NEIL YOUNG’S FREE ONLINE MUSIC ARCHIVE IS COMING DEC 1ST

Every song ever recorded by the Canadian singer-songwriter will be made available at the Neil Young Archives – along with info, videos, press clippings and memorabilia

Neil Young has announced that on Dec. 1 he will launch a digital archive where fans can access “every single, recorded track or album I have produced” from his current work stretching back to the artist’s first single from 1963. On that same date, he will release his new album, The Visitor.

The archive will be available free of charge, at least initially. As Young said in a recent Facebook post, the archive will be “a place you can visit and experience every song I  have ever released in the highest quality your machine will allow. It’s the way it’s supposed to be. In the beginning, everything is free.”

The archive, he said, is a “living document.” That is, more information will be added as it arises, making it a dynamic resource unusual for anyone of Young’s stature. He said he created the site “for myself as much as for everyone else.”
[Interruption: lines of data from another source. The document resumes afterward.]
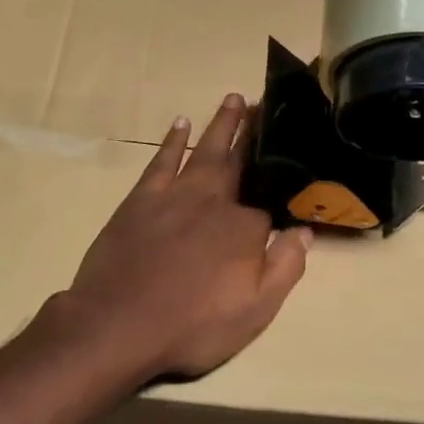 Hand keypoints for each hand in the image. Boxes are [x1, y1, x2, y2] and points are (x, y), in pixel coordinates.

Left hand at [59, 95, 311, 379]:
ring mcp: (176, 194)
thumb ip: (285, 267)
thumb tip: (305, 229)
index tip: (295, 167)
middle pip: (240, 160)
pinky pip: (163, 159)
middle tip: (264, 102)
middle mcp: (215, 200)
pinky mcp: (143, 197)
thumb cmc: (192, 325)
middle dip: (253, 132)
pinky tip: (181, 123)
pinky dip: (173, 140)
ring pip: (206, 149)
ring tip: (234, 98)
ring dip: (221, 124)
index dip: (281, 193)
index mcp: (245, 226)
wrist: (118, 325)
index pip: (270, 203)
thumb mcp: (255, 310) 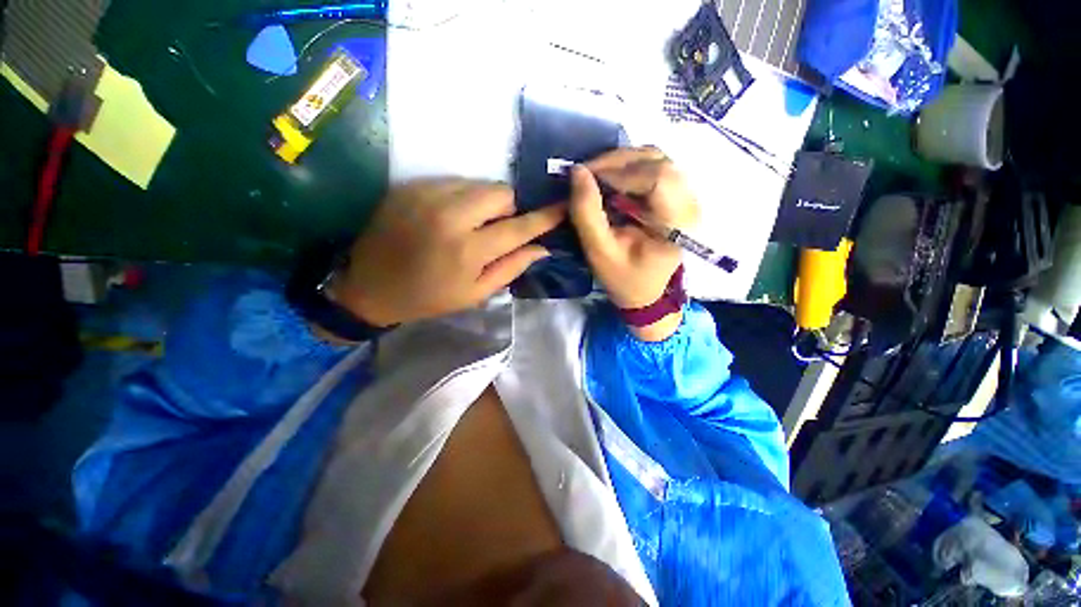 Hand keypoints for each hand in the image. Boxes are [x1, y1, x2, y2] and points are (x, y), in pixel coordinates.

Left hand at [330, 179, 564, 326]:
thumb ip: (511, 268)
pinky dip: (462, 197)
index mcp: (468, 251)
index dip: (545, 217)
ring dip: (486, 202)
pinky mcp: (410, 187)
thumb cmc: (429, 297)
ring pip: (478, 184)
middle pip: (501, 192)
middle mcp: (450, 216)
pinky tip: (450, 216)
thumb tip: (541, 248)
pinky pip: (453, 182)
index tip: (564, 205)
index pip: (519, 227)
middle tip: (498, 227)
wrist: (369, 287)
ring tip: (472, 223)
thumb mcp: (475, 294)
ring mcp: (427, 196)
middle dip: (509, 208)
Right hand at [568, 147, 699, 340]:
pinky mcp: (676, 195)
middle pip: (657, 161)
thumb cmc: (624, 279)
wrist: (645, 293)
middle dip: (617, 162)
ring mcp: (685, 196)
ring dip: (622, 162)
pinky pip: (653, 167)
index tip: (585, 178)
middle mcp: (689, 203)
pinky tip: (611, 182)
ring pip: (655, 158)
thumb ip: (587, 214)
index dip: (618, 171)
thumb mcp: (600, 252)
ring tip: (596, 177)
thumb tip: (577, 171)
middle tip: (586, 174)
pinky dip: (628, 168)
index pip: (656, 178)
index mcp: (677, 223) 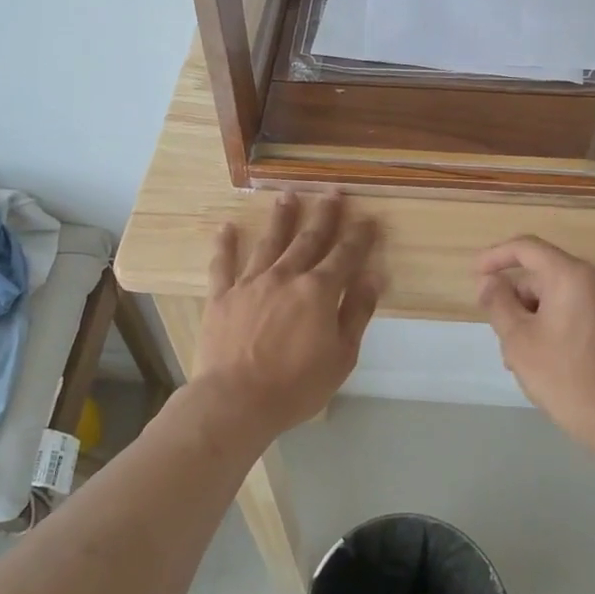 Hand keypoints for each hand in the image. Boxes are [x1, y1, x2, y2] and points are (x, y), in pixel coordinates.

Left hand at [193, 192, 382, 445]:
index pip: (345, 255)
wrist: (236, 401)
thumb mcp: (342, 356)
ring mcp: (251, 283)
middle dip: (324, 215)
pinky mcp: (221, 296)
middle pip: (308, 239)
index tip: (369, 219)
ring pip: (269, 242)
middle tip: (332, 192)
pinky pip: (223, 264)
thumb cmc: (296, 386)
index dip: (359, 236)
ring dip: (281, 218)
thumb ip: (357, 312)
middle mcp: (286, 276)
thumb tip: (372, 276)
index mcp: (318, 291)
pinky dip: (225, 245)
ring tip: (287, 195)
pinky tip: (226, 227)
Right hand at [476, 236, 594, 448]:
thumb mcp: (519, 340)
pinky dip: (560, 324)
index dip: (496, 257)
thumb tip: (489, 281)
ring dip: (537, 318)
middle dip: (518, 301)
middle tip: (502, 339)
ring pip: (563, 296)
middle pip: (545, 276)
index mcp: (574, 275)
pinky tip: (550, 359)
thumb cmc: (566, 378)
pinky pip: (582, 310)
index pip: (527, 248)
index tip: (475, 274)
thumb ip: (498, 303)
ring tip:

In an earlier digital note pinned to the homepage of his website, Neil Young states, “Welcome to NYA, the home of my music. I must admit I built this for myself as much as everyone else. I am very interested in collecting and organization, as well as mechanical things and old school record keeping.”

This will come as no surprise to fans of the rocker/singer-songwriter. Young has long embraced digital aspects of new technology while at the same time loving the mechanics behind actual physical products.

He is well known for his love of model trains (he owns 20% of Lionel, LLC) and old cars, and his development of Pono, the digital media player and high-resolution music download service.

Not only will NYA (Neil Young Archives) provide users with access to all of the artist’s music via an interactive timeline, but will also include extensive material around each album, such as information about the recording of each individual song, accompanying photos and video content, press reviews, and memorabilia. The timeline will also include information about Neil’s many unreleased albums – some which are finished, others still in production or left untouched for decades.

Always the audiophile, Young explains that the music on NYA will be available via XStream Music, a high resolution streaming service which adapts seamlessly to the user’s available bandwidth, “delivering the best audio quality possible, directly from the original high resolution masters.” In other words, the music is not compressed, as it is in CD or MP3 formats. Young announced XStream Music in April as a continuation of his search for a top-quality digital sound that began with his development of Pono.

The announcement of NYA back in August represents the latest effort made by Young to control, curate and capitalize on the vast archive of his music, both released and unreleased.

It created a buzz among fans who have long obsessed over Young’s infamous archive of unreleased or “lost” albums. One such album, the solo acoustic Hitchhiker, recorded in one evening in 1976, was officially released (in the traditional vinyl, CD, MP3) format on September 8.

More than any artist, with the possible exception of Prince, Neil Young has a large cache of unreleased work. In a September 2017 cover story, Uncut magazine music journalist Tyler Wilcox hunted down some of Young’s most talked about “lost” albums – including Homegrown, Oceanside-Countryside, Island In the Sun, Meadow Dusk, Toast and Times Square. He quotes Young as saying of his unreleased work, “Quite often I’ll record things that don’t fit with what I’m doing, so I just hold onto them for a while.”